Excerpted data:

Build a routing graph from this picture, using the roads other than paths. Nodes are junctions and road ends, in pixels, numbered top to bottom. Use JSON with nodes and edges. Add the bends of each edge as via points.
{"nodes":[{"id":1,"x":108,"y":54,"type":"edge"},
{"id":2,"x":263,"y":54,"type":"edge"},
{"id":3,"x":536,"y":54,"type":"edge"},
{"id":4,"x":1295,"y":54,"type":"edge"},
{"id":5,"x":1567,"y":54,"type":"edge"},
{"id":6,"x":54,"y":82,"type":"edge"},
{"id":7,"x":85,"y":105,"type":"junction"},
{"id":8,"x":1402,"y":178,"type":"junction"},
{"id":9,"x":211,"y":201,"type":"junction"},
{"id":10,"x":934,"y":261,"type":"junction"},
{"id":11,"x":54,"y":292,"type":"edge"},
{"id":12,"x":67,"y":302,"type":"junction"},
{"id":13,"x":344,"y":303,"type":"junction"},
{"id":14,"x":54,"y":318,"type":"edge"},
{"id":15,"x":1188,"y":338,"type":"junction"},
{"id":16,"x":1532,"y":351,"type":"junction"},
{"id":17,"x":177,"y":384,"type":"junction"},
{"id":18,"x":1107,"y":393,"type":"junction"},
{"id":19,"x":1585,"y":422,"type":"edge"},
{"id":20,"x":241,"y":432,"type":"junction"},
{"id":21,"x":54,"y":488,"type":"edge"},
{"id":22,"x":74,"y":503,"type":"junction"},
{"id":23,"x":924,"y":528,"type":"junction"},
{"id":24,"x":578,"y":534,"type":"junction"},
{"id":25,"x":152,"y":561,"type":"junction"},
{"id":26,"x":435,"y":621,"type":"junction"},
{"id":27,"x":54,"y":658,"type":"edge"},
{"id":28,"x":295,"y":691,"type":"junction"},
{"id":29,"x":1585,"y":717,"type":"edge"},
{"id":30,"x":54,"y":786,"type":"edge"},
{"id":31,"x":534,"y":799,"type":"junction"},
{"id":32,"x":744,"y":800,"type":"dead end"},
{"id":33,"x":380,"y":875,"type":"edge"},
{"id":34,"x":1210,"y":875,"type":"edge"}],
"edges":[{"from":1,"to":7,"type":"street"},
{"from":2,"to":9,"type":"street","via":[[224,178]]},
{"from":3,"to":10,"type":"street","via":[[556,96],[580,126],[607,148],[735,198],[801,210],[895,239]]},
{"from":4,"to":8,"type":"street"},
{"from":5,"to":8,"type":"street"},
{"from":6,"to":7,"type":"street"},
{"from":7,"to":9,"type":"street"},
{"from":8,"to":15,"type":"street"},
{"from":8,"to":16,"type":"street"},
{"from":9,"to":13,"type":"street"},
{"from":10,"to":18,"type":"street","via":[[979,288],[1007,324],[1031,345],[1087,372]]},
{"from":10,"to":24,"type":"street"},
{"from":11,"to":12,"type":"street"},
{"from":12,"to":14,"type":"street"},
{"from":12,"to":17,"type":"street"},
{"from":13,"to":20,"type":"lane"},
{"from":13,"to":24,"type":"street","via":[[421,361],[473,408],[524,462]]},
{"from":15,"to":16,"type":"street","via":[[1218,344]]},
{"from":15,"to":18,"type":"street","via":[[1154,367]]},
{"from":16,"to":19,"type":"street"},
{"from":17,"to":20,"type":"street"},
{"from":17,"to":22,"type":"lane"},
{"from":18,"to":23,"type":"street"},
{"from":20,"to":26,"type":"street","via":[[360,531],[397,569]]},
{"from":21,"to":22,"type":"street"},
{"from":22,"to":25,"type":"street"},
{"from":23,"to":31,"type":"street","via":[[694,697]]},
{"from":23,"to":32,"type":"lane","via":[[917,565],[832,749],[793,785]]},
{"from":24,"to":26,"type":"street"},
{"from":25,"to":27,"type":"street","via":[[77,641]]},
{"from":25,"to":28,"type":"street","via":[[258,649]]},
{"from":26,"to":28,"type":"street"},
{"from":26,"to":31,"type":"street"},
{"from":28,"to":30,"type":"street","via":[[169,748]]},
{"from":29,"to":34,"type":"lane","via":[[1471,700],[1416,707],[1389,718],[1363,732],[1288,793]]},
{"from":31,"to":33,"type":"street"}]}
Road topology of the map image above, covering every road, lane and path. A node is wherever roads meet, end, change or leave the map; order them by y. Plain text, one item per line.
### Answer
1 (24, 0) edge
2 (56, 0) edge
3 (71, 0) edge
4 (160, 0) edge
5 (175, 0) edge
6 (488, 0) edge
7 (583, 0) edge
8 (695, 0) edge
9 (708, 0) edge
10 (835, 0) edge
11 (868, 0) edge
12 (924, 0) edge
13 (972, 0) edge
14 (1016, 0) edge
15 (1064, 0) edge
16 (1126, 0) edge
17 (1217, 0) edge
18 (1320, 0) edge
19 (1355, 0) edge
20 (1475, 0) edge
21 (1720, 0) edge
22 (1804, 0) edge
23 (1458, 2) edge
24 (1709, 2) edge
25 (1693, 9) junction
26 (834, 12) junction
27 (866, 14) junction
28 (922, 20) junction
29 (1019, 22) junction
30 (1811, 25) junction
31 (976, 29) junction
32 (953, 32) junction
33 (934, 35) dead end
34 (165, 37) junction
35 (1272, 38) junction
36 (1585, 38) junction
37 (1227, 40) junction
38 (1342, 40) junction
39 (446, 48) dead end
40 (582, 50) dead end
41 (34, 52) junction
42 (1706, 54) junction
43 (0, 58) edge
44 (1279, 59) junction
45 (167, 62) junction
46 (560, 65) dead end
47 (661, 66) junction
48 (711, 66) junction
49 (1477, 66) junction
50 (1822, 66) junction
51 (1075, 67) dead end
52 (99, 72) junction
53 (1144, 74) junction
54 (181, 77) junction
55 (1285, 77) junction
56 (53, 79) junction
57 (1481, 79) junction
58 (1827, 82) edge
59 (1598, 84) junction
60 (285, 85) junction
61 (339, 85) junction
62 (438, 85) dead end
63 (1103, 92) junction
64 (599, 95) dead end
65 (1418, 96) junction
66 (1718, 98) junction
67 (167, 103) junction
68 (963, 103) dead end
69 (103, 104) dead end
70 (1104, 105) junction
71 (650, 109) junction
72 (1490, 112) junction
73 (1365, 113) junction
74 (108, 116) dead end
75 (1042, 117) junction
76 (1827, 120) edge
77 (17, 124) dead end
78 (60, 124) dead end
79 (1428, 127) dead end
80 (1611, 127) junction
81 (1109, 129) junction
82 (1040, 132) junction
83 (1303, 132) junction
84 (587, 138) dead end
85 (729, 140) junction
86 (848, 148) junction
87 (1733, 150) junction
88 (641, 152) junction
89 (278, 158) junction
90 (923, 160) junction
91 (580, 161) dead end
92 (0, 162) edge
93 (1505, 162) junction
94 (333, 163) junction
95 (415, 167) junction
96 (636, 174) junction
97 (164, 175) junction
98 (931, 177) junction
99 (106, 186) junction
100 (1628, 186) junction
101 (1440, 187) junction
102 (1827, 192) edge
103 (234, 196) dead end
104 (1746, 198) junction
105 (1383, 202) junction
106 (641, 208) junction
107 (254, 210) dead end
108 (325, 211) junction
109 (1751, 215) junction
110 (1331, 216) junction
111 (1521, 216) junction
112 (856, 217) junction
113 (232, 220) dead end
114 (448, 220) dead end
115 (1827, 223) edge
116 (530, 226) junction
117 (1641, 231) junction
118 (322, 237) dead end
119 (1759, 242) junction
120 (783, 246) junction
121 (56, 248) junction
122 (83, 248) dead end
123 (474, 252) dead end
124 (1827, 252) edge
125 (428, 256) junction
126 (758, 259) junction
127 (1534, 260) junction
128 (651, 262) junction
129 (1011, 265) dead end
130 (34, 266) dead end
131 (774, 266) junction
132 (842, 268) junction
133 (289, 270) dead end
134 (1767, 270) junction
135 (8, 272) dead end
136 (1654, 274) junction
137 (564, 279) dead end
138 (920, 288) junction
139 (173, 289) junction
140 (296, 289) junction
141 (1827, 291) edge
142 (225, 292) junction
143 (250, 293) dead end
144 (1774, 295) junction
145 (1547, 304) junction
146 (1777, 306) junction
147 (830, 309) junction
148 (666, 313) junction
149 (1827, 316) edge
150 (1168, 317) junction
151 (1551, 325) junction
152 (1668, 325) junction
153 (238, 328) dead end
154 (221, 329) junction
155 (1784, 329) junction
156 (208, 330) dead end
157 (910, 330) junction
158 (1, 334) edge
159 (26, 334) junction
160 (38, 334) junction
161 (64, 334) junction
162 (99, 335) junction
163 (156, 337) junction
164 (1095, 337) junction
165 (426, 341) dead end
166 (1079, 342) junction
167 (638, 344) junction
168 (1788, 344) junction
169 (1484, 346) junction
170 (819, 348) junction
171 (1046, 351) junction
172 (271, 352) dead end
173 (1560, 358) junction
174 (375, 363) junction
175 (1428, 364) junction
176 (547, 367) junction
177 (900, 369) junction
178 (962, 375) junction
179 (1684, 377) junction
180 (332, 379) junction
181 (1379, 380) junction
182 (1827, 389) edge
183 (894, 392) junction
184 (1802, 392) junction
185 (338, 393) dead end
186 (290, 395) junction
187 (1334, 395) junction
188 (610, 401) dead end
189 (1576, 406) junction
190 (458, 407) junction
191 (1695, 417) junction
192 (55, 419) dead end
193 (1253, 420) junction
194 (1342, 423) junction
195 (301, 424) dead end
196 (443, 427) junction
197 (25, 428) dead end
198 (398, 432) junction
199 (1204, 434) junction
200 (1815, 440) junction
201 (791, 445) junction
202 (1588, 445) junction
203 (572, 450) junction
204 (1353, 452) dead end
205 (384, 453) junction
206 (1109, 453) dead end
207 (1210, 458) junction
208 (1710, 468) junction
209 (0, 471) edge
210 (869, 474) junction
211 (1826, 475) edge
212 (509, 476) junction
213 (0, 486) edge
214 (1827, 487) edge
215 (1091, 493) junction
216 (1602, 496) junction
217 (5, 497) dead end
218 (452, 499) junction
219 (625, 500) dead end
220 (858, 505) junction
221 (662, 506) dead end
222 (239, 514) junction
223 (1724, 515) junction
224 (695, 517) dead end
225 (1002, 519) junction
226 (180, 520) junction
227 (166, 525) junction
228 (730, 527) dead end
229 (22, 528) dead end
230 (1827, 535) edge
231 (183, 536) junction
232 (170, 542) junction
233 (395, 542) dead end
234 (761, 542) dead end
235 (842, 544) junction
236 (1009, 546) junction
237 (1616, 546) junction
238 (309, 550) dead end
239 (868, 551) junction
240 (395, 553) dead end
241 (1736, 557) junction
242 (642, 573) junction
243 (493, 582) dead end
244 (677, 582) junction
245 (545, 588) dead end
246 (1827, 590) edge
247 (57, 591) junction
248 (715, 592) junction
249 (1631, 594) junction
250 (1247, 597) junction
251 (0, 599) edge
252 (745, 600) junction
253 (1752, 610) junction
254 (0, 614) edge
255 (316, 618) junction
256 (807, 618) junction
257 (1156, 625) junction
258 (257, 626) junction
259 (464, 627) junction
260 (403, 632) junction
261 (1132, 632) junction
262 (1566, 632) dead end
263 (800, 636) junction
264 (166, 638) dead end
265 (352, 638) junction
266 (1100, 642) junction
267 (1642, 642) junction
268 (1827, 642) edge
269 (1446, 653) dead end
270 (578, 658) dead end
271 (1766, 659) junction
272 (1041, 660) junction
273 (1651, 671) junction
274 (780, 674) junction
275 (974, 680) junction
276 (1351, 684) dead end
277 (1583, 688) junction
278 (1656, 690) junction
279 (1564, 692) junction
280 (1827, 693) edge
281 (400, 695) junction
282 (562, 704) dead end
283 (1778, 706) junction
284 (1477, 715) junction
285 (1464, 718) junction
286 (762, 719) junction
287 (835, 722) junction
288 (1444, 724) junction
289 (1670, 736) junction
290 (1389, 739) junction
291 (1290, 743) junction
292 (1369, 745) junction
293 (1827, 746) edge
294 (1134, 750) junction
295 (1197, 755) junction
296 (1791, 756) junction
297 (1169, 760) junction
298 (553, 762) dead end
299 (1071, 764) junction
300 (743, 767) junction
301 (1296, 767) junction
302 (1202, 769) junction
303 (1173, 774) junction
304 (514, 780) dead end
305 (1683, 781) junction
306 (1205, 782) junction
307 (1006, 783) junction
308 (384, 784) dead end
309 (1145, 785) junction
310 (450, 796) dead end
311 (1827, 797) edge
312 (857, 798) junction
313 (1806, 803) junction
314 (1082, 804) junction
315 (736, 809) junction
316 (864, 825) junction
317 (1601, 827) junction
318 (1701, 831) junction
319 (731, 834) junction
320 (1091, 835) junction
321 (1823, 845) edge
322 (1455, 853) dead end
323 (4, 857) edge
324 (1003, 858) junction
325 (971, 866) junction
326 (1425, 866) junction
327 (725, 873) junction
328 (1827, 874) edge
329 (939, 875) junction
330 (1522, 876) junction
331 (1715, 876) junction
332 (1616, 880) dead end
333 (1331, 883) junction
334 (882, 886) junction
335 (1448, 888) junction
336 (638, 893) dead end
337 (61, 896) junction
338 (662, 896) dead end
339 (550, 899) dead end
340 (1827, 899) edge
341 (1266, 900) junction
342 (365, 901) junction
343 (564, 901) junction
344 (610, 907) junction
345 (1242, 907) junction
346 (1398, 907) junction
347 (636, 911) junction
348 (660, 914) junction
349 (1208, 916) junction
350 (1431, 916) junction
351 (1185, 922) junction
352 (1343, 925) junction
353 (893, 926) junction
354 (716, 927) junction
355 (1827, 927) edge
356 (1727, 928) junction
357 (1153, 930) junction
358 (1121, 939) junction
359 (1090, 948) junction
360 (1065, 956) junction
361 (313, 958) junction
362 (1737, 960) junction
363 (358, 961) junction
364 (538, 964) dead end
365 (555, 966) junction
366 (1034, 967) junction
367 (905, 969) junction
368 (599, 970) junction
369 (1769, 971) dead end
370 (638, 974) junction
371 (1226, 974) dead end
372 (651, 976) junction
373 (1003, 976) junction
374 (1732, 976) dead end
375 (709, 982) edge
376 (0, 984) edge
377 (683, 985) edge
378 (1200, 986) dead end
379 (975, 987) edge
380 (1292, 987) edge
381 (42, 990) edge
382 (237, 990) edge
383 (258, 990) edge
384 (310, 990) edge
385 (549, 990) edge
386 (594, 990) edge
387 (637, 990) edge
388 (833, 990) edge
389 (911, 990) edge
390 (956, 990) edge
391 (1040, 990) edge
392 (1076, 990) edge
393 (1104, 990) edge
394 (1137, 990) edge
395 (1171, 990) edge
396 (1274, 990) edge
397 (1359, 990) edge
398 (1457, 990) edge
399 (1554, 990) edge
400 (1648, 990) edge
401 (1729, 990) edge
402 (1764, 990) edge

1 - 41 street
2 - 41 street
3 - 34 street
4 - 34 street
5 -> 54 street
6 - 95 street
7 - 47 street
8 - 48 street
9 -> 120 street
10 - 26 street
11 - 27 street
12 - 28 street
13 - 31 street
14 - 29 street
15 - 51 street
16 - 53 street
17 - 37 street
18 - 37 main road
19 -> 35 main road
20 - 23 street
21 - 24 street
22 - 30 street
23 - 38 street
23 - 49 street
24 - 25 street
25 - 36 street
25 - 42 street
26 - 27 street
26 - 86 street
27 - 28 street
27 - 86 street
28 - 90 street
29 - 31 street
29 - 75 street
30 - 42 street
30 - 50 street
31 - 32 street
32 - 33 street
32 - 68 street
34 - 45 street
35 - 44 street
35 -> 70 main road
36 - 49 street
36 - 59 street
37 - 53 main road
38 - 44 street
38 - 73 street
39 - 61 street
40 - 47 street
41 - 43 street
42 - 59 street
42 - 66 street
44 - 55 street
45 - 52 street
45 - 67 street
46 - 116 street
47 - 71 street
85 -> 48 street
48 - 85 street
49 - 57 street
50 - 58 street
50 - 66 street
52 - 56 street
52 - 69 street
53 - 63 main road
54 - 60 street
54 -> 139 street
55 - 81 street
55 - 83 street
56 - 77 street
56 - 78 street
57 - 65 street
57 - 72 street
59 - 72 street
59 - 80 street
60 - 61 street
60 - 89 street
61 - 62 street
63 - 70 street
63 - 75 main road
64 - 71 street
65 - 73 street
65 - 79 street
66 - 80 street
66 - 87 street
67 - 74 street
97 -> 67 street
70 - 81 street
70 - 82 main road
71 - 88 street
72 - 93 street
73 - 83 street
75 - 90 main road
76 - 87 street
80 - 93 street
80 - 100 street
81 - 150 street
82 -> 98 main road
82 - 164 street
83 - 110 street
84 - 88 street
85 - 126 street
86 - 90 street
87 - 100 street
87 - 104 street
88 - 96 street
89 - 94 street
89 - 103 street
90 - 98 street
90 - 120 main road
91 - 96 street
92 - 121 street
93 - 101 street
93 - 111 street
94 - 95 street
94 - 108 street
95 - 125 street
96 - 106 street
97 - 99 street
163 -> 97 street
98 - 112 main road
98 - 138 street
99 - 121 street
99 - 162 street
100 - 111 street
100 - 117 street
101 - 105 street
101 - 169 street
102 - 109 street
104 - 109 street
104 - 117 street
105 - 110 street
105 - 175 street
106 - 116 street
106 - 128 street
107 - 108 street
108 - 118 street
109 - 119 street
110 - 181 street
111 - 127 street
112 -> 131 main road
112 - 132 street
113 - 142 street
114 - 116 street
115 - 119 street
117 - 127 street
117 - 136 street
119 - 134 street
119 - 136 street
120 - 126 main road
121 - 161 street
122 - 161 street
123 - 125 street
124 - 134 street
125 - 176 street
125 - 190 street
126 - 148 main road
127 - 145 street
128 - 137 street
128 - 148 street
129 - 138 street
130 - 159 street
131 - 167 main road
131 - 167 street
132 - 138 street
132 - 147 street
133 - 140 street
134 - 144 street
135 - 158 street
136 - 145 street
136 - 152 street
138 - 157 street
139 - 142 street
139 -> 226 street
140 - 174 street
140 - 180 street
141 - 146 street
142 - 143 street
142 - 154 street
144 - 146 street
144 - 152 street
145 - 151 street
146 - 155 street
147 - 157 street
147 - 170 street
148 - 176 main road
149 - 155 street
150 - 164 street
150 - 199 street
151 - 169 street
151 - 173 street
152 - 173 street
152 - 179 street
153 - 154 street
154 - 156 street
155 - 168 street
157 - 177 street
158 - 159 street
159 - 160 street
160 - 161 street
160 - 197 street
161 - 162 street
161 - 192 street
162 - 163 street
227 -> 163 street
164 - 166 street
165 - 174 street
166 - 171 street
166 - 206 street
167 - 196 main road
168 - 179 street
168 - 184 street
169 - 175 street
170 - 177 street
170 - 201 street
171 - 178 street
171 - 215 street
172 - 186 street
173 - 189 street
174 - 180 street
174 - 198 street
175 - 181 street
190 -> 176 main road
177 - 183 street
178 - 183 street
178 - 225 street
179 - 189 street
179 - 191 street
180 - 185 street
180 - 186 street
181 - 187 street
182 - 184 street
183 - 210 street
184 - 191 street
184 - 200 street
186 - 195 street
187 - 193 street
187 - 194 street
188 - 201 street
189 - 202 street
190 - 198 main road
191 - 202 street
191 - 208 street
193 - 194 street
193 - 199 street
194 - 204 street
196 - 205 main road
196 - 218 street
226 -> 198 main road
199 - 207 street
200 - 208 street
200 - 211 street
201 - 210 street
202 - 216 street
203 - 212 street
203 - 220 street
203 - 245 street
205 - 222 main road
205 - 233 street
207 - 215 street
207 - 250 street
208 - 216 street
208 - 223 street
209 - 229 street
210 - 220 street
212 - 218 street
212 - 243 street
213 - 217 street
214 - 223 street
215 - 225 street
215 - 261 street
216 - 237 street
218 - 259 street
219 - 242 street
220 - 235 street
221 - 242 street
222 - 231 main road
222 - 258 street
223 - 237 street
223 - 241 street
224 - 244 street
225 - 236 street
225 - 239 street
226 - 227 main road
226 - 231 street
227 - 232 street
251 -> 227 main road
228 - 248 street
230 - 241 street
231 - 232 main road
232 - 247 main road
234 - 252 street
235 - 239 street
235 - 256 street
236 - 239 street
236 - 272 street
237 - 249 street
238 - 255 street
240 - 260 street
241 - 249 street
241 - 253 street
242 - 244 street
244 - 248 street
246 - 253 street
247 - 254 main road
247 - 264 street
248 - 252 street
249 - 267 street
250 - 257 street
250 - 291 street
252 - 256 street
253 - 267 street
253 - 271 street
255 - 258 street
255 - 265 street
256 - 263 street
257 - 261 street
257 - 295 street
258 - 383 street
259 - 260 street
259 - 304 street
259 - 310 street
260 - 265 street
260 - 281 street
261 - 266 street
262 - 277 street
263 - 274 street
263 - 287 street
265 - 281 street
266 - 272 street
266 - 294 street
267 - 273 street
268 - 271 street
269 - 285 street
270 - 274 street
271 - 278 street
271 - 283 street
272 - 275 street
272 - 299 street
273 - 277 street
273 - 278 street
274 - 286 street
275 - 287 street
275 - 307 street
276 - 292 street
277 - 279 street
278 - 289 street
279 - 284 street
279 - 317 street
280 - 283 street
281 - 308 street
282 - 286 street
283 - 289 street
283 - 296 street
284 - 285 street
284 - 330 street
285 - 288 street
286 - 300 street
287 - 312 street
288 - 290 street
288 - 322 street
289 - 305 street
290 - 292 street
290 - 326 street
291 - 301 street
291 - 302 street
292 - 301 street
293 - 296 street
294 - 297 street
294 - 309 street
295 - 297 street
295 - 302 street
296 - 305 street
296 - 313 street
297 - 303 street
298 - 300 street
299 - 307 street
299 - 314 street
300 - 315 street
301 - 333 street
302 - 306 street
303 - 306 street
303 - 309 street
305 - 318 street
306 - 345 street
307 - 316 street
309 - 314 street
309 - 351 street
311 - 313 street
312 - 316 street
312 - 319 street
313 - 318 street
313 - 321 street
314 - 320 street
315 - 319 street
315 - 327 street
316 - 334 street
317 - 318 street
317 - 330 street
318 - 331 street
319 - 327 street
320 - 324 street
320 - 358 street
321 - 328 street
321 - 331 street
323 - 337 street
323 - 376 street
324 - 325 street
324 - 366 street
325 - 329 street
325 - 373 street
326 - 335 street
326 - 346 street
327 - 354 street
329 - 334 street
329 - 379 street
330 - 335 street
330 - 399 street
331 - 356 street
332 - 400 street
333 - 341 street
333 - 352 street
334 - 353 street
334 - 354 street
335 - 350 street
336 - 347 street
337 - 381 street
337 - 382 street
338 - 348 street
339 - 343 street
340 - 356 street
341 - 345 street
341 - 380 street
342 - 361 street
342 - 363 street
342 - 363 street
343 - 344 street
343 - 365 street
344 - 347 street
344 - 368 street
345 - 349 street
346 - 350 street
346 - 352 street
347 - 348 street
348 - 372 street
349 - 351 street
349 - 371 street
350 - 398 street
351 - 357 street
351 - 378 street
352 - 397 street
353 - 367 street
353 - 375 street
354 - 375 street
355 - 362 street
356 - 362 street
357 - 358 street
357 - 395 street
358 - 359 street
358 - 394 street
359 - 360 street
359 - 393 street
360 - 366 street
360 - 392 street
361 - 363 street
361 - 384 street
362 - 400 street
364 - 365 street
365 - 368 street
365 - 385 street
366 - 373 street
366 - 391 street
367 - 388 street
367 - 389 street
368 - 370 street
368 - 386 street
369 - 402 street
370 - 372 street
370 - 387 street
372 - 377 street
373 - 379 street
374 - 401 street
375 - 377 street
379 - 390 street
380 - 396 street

Work request:
From the records above, pull every line that carries the word "edges".

Exercise answer:
Build a routing graph from this picture, using the roads other than paths. Nodes are junctions and road ends, in pixels, numbered top to bottom. Use JSON with nodes and edges. Add the bends of each edge as via points.
"edges":[{"from":1,"to":7,"type":"street"},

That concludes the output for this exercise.